起 ≪手記≫
手記No.34:『商会本部』アウゼンナハル
――棍の月/下舌の曜――
天下に名立たる通信販売会社、ナルメルク商会。
その本社は、少々特殊な立地にある。
グィングルム大陸を南北に分断する、広大なカピタ砂漠。その南側の外縁、ギリギリのところにある街がナルメルクの本拠地、アウゼンナハルだ。
ほんの数歩先から砂漠が始まる場所。
強く風が吹けば砂塵が押し寄せる場所。
一体何が気に入ってそんなところに、と思ったけど。
アウゼンナハルこそが、ナルメルク商会、始まりの場所なのだそうだ。
きっかけの街がもう一つ。
カピタ砂漠のど真ん中にオアシスがあって、ここは扉の樹を持つキーオンという街で、宿場として栄えている。
鍵か、あるいは海路を用いなければ、グィンガルム大陸の縦断は、砂漠越えを避けて通れないからな。カピタは一日で越えられるような広さでもないし、ほぼ唯一の水場ともなれば、キーオンが要地になるのは当然だ。
発端になっているのは、このキーオンの、扉の樹。
これがどうにも、細くて、歪にねじくれている。
照り付ける太陽、少ない水量、砂ばかりの地面……まぁ植物には些か以上に厳しい環境だから、無理もないけど。
キーオンの扉の樹は滅多に鍵を付けず、また鍵で余所へ飛ぶときにも、身を屈めなくては通り抜けられないほど背が低い。
宿場街なのだから、あれやこれやの物資は必要だ。
けれども他の街から仕入れようにも、品物が扉の樹を通らないこともしばしば。
そこで名乗りを上げたのが、アウゼンナハルに居を構えていたキャラバン。
注文に応じて商品を集め、砂漠を越えてオアシスに届けていたこの隊商こそがナルメルク商会の前身だ。
やがて砂上の高速移動法を編み出したナルメルク隊は、キーオンのお客を相手に速達サービスを始めた。
あれを持ってきてほしい。
これを届けてほしい。
ナルメルク隊は手を尽くして、残らず叶えていったという。
その迅速さ、商品管理。客たちは大変満足し――そうだキーオンにだけでなく、私の地元にも配達を頼まれてくれないか――こんな具合で鍵を譲ってくれたそうで。
この時に出来たコネと流通網、これらが今日の巨万の富の、下地になったわけだ。
そこから取引先を増やし、鍵を次々に揃え、守備範囲を今も拡大し続けているナルメルク商会。
その年商は街一つを買い上げるくらい何でもなく、アウゼンナハルはすっかり商会の都市として発展を遂げている。
まずシンボリックなのは、蒼天を突く摩天楼。
これこそが商会の総本山、本社社屋。
無数の部署の無数のオフィスが、縦に積まれているんだな。
この世界でここまでの高層建築は、ちょっと類を見ない。
外壁がガラス張りなのも、近代的、先進的。久しぶりに見るビル、って感じ。
その塔の膝元には、びっちりと倉庫が群れを成している。
商会の在庫だ。
温室や氷室になっているものもあって、果物野菜や肉魚も、時期を問わず用意されている。
販売用の動物が飼育されている倉庫までも。
ナルメルク最大の武器は集めに集めた鍵による仕入れの力だが、こうして手元に商品を揃えておくことで、さらに素早い対応が出来るのだとか。

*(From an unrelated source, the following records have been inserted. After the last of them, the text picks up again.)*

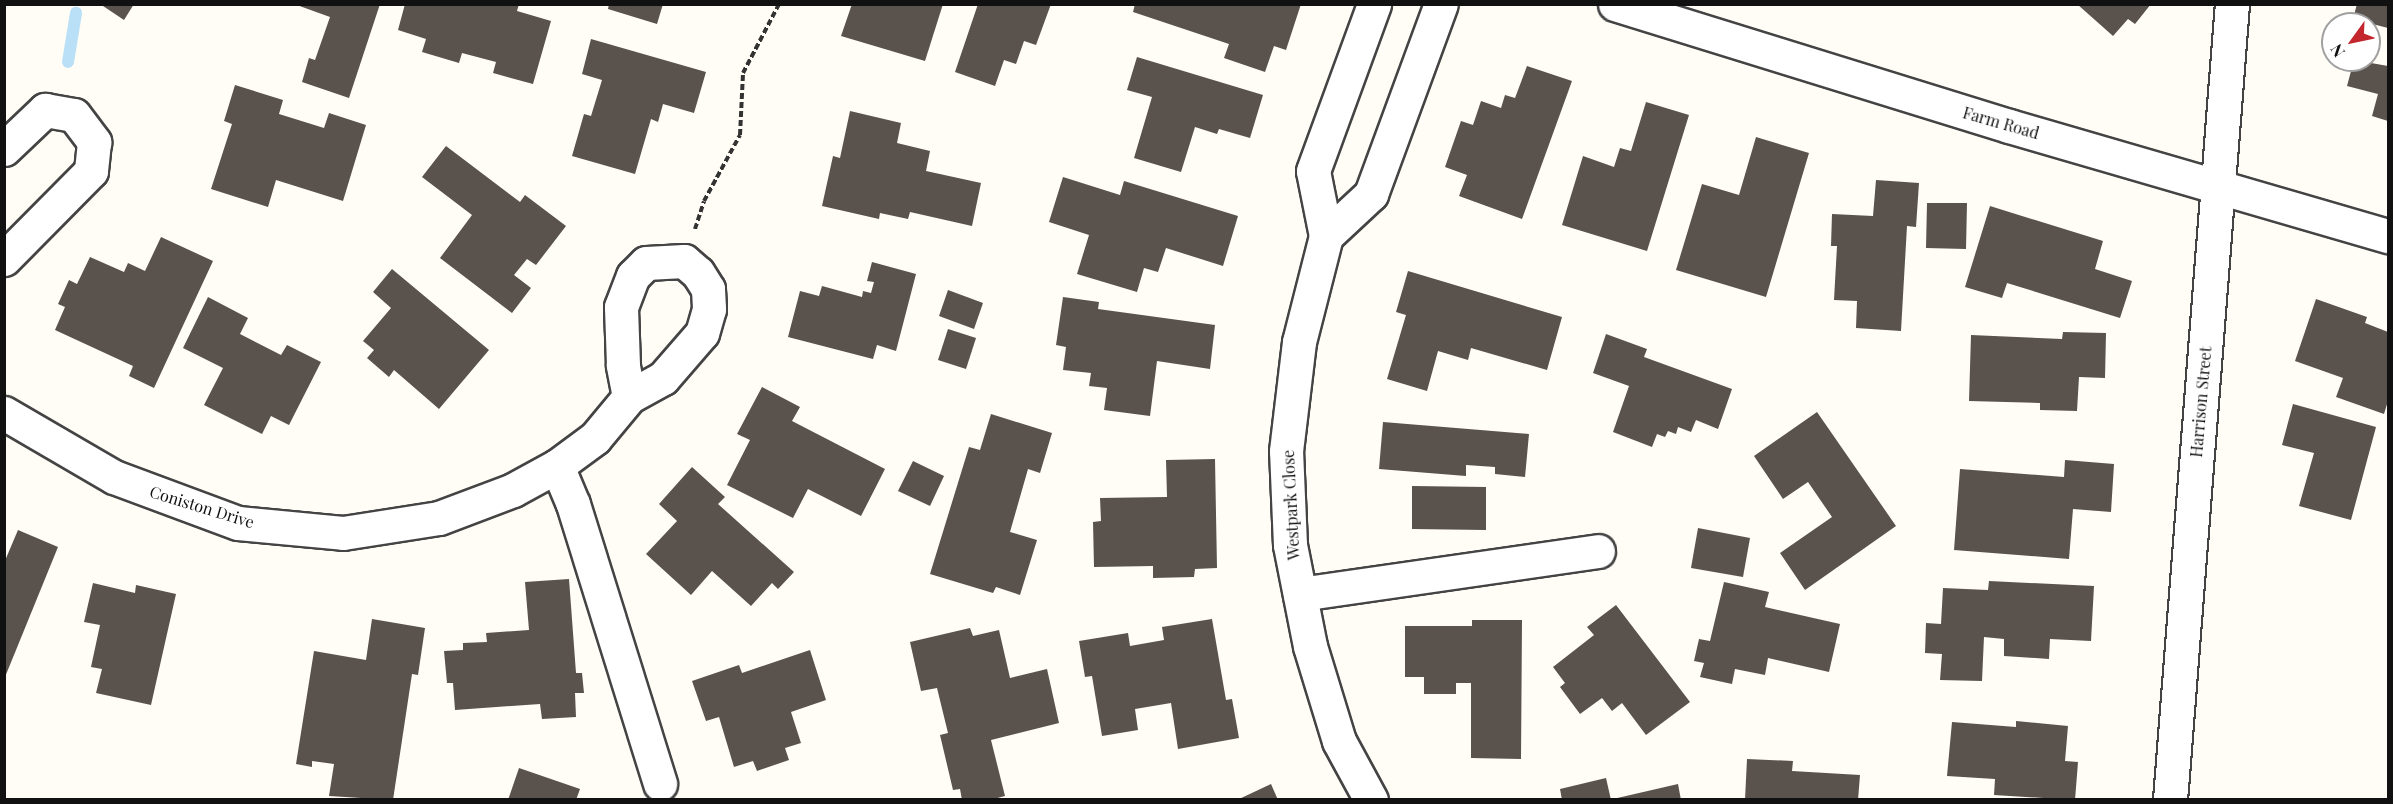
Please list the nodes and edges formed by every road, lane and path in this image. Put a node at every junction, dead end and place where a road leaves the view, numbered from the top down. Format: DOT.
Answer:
graph roads {
  1 [pos="779,4"];
  2 [pos="1374,4"];
  3 [pos="1442,4"];
  4 [pos="1615,4"];
  5 [pos="2232,4"];
  6 [pos="4,149"];
  7 [pos="2218,184"];
  8 [pos="1326,236"];
  9 [pos="2388,236"];
  10 [pos="4,259"];
  11 [pos="684,261"];
  12 [pos="629,397"];
  13 [pos="4,413"];
  14 [pos="557,466"];
  15 [pos="1598,551"];
  16 [pos="1300,594"];
  17 [pos="660,783"];
  18 [pos="1371,800"];
  19 [pos="2170,800"];
  1 -- 11 [label="path"];
  2 -- 8 [label="street, Westpark Close"];
  3 -- 8 [label="street"];
  4 -- 7 [label="street, Farm Road"];
  5 -- 7 [label="street, Harrison Street"];
  6 -- 10 [label="street"];
  7 -- 9 [label="street, Farm Road"];
  7 -- 19 [label="street, Harrison Street"];
  8 -- 16 [label="street, Westpark Close"];
  11 -- 12 [label="street"];
  11 -- 12 [label="street, Coniston Drive"];
  12 -- 14 [label="street, Coniston Drive"];
  13 -- 14 [label="street, Coniston Drive"];
  14 -- 17 [label="street"];
  15 -- 16 [label="street"];
  16 -- 18 [label="street, Westpark Close"];
}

この増え続ける倉庫を設置するにも、どこまでも空きスペースが開けている砂漠という環境は、実は都合がいいと言う。
瀟洒な社宅も並ぶ。
商会の従業員なら、誰でも入居可能だが、実際に利用している者は少ないそうだ。
なかなか気の利いた建物に見えるけど、どうして? 訊ねたら会長は、就業時間外まで会社の傍にいたがるのは物好きだから、と笑った。
従業員の大半は、グィンガルム大陸の他の街に住んでいて、毎朝定時に順繰りに、アウゼンナハル側から扉の樹を開けてもらって、出社してくるんだって。
すげー、通勤だ。教科書で読んだやつだ。
だからこの街に住むのは会長、防人、他は数十人程度。
夜警や宿直勤務の者を含めたって百人に満たず、アウゼンナハルの夜はとても静かだ。
昼の暑さ。輝く太陽。働く人々の賑わい。
夜の寒さ。煌めく星月。降りる静寂。
正反対の二つの表情を見せてくれる街。
自社製品の工場も建造中。
製紙や織物、食品に造酒を手始めにするらしい。
その他にもあれこれ計画中だ、と会長は胸を張った。
なるほど、ナルメルク商会は未だ発展中か。